D&T (and with all due respect cuz I'm a fan of yours): if bitcoin is truly a superior electronic payment system, and if mitigating the risks of accepting bitcoin are so trivial for merchants, why don't we see better adoption?  Bitcoin and bit-pay have been around for some time now, and we ain't in the days of the Pony Express info-mation-wise.  If the BTC "low fee/low risk" value proposition for merchants hasn't caught on like wildfire by now...why?  How long will the "merchants just don't know enough about bitcoin" argument last?

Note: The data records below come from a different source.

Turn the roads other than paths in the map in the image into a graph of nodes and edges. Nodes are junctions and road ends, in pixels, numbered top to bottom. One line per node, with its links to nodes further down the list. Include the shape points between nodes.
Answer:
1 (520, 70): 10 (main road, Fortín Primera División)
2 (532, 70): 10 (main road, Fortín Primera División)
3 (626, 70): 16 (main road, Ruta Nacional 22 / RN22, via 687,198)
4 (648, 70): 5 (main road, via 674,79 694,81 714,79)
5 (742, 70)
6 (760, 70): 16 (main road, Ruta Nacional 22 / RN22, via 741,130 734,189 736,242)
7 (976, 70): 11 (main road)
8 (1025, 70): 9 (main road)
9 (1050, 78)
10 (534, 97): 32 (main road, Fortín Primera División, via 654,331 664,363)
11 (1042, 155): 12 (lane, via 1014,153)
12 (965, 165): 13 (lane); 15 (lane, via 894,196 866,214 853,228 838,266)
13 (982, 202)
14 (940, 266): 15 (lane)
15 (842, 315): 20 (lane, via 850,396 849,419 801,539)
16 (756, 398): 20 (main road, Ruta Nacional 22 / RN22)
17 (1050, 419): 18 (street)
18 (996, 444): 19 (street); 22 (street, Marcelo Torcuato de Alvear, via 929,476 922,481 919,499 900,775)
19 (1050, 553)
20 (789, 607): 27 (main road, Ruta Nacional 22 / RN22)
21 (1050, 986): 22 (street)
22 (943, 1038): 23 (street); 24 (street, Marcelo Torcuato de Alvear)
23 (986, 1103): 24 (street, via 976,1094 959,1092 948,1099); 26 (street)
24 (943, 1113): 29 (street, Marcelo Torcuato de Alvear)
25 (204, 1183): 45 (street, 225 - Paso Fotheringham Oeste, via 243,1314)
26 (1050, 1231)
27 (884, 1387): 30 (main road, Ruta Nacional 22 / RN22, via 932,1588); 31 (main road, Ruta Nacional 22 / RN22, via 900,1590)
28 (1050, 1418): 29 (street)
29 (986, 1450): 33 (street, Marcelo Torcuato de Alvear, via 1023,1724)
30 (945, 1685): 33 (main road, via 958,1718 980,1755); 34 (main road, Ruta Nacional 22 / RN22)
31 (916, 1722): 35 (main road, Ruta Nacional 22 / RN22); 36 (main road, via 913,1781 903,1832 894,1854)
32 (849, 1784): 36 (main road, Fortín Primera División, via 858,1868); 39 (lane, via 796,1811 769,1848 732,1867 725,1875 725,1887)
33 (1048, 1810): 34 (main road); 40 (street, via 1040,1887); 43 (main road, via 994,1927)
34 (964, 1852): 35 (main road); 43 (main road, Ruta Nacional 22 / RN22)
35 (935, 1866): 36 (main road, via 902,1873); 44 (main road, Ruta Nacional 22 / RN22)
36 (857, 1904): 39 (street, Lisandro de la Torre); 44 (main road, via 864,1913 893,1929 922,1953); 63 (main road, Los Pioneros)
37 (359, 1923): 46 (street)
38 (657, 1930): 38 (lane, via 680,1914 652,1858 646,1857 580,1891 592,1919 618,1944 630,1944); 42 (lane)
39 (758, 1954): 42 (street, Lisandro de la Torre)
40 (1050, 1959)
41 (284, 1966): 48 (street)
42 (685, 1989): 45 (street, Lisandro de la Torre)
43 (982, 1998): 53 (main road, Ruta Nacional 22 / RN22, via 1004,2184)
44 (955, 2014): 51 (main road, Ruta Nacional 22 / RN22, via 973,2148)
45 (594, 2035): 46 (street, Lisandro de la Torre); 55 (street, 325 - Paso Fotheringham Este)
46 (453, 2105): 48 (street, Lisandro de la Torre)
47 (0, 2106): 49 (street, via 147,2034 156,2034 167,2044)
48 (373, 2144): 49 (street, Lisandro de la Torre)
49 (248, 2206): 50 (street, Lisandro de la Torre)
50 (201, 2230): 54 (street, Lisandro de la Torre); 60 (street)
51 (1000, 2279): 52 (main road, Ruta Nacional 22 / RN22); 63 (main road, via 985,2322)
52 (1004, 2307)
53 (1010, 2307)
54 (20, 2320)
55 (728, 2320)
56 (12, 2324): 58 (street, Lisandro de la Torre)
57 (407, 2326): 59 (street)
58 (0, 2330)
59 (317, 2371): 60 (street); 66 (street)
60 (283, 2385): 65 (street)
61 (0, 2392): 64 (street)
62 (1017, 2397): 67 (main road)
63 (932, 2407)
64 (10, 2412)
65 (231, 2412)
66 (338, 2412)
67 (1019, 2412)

Edwards/NM Tea Co. is exactly the type of merchant that bitcoin should welcome/cultivate with open arms.  I don't know about the rest of you, but I see an entrepreneur who put some precious time and money into an attempt at making BTC work.  Dude's running both a brick & mortar and a web facing operation (and more?), and he had the foresight to recognize that bitcoin might be good for business.  Dismissing his problems out of hand is, well...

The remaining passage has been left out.